Aortic valve replacement is associated with improved outcome in patients with hemodynamically significant valvular stenosis and well-preserved ventricular function. Mitral valve replacement is indicated for patients with mitral valve prolapse who have malignant tachyarrhythmias such as VT and VF associated with significant valvular regurgitation and LV dysfunction.

Orthotopic heart transplantation is indicated in patients with refractory heart failure and/or ventricular arrhythmias, in whom significant improvement in actuarial survival is expected. Given a limited donor supply, this form of treatment is expected to be beneficial for very few people who survive VF.


Screening for Hypertrophic Cardiomyopathy

To prevent ventricular fibrillation (VF), screen for hypertrophic cardiomyopathy (HCM) in young patients who are at high suspicion for HCM, particularly those who are prospective candidates for competitive-level athletics. [30]

Coventional risk factors for sudden cardiac death (SCD) in HCM include the following:

  • Syncope

  • Abnormal blood pressure response (ie, hypotension) to exercise

  • Nonsustained or sustained ventricular tachycardia (VT)

  • Paroxysmal supraventricular tachycardia (PSVT)

  • Paroxysmal atrial fibrillation (PAF)

  • Family history of sudden cardiac death (SCD) from suspected or diagnosed HCM

Nonconventional risk factors for an increased risk of SCD in HCM include the following:

  • Magnetic resonance imaging (MRI)-based scar: Extensive late gadolinium enhancement (LGE) by contrast cardiac MRI has been introduced as an independent marker of sudden death (SD) in HCM. [105]  The risk increases linearly with respect to the percentage (%) LGE of the left ventricular (LV) myocardium: 15% LGE conveys a two-fold increase in risk. Extensive LGE acts as a risk factor even in the absence of conventional markers, identifying patients at SD risk who otherwise would not be considered candidates for implantable cardioverter-defibriIlators (ICDs). [105]  Absent or focal LGE is associated with low risk and is a source of reassurance. [105]

  • LV apical aneurysms: LV apical aneurysms are relatively uncommon in HCM. However, they are associated with an increased risk of SCD due to monomorphic VT, and placement of an ICD may be justified. [106]

When HCM is identified in a young patient, treatment should be initiated as quickly as possible.



A cardiologist must be involved in the care of patients who have had a ventricular tachycardia/ventricular fibrillation (VT/VF) cardiac arrest or who have symptoms of ischemic heart disease, valvular disorders, or presentations with complex arrhythmias.
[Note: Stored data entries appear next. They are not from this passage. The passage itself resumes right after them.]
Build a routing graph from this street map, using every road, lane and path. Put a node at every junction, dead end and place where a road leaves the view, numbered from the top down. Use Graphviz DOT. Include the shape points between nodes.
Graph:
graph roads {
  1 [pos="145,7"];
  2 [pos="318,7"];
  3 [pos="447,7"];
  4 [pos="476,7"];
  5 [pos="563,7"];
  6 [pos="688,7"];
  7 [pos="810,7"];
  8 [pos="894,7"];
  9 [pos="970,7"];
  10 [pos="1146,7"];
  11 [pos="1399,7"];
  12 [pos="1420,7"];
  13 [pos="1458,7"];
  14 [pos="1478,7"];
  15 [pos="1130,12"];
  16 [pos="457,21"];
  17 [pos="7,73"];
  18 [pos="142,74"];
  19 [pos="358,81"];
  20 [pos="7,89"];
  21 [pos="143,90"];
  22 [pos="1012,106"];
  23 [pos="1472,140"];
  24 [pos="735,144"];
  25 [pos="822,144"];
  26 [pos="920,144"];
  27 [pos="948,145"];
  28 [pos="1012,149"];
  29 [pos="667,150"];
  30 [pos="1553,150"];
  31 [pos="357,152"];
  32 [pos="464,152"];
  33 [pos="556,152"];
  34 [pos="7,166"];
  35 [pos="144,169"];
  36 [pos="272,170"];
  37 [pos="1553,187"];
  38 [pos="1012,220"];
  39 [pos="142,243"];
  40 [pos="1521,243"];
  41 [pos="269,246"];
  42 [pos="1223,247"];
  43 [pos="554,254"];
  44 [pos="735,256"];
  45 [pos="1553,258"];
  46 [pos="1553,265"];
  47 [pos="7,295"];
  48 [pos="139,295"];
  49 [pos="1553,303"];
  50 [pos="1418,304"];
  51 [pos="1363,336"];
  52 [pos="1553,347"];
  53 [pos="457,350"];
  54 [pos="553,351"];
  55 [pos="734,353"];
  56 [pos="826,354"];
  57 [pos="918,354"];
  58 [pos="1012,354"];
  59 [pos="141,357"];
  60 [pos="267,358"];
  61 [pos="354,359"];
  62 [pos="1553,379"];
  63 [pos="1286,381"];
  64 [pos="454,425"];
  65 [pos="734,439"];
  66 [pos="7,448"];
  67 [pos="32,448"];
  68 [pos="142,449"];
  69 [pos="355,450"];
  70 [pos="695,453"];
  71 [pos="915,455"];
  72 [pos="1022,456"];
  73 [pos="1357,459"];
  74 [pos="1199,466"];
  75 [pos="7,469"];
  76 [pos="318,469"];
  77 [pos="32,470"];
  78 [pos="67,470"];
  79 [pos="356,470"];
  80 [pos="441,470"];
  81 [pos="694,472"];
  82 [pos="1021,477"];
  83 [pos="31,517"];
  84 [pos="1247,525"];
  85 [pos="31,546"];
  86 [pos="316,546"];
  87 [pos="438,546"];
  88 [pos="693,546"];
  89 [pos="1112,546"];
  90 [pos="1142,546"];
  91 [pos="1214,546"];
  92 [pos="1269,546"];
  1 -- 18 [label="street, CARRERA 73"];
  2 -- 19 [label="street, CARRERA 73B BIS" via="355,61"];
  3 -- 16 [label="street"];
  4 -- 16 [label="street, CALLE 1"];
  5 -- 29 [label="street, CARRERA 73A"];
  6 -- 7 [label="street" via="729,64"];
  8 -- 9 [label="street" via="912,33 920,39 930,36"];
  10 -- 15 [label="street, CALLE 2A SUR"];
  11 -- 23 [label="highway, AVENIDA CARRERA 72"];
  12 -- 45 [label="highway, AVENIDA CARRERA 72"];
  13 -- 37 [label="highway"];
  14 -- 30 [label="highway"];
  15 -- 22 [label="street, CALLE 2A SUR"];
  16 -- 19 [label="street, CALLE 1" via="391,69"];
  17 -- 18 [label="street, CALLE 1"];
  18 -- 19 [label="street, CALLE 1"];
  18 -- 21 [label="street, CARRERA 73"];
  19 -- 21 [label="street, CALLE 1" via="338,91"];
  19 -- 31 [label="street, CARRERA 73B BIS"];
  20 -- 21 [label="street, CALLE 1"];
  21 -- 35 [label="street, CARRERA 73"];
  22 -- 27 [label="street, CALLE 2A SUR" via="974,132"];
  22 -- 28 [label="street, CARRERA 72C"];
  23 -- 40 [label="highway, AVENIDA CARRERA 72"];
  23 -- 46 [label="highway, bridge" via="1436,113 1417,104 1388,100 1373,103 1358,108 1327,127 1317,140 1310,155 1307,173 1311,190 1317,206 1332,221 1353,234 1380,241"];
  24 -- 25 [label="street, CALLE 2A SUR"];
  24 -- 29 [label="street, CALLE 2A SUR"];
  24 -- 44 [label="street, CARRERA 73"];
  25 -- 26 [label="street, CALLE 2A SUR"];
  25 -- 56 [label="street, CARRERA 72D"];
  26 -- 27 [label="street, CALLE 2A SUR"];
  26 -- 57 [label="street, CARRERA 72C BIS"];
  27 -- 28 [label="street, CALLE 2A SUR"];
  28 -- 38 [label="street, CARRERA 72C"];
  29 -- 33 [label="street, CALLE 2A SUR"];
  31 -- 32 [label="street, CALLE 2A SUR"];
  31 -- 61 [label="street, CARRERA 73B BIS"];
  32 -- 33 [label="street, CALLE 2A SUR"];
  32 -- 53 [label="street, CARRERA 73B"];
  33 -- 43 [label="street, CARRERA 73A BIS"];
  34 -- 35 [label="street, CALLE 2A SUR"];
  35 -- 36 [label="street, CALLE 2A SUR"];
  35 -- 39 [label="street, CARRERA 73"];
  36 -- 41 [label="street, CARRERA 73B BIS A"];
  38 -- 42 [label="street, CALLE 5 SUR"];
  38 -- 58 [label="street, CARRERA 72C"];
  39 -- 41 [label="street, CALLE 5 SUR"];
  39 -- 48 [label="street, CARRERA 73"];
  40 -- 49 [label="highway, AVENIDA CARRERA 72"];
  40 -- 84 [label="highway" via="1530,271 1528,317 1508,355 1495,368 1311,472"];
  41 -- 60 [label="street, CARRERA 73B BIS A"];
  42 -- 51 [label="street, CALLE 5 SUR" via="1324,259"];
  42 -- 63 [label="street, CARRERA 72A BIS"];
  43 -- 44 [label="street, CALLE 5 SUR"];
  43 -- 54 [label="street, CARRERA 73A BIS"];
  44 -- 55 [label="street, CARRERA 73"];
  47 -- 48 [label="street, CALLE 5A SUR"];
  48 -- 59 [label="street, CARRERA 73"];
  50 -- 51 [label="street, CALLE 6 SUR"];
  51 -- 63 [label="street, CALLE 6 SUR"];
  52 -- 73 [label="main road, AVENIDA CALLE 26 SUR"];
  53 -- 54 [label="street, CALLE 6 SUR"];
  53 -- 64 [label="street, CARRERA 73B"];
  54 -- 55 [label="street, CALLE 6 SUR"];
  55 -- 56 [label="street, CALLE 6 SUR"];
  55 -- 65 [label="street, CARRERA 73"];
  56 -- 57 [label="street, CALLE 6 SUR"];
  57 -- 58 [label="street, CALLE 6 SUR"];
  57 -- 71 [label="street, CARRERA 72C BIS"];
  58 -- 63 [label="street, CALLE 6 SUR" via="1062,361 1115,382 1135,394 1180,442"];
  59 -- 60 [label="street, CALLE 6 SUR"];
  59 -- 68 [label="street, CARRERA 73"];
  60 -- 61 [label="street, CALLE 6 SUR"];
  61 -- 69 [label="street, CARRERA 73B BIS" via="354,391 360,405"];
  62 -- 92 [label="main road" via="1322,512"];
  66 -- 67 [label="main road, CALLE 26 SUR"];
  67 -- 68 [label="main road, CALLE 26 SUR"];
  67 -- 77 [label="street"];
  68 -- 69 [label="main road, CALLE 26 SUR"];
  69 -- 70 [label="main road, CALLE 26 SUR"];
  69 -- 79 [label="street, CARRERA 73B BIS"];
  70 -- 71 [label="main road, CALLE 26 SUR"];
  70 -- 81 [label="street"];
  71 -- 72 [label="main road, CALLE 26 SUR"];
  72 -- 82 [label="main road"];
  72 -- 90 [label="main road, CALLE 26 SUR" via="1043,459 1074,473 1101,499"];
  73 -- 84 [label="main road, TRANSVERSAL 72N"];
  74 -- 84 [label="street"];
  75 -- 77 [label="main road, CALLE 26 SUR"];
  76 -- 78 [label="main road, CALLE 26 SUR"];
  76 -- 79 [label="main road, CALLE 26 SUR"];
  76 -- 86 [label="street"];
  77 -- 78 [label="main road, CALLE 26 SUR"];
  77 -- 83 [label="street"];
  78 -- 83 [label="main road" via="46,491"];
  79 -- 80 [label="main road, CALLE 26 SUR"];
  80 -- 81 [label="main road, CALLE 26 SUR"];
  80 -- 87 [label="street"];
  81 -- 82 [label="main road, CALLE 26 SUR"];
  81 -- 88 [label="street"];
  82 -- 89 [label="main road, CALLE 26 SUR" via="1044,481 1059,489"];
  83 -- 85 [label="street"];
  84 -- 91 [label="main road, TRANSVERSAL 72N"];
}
Cardiac electrophysiologists should also be involved in the care of these patients, which generally involves placement of an implantable cardioverter-defibrillator (ICD).

Other consultants include an interventional cardiologist and a cardiac surgeon. Such consultations are made on a case-by-case basis. Patients should be cared for at centers where intensive cardiac monitoring and appropriate invasive and noninvasive studies can be performed. In general, a cardiovascular service, including interventional cardiology, electrophysiology, and cardiac surgery, is needed.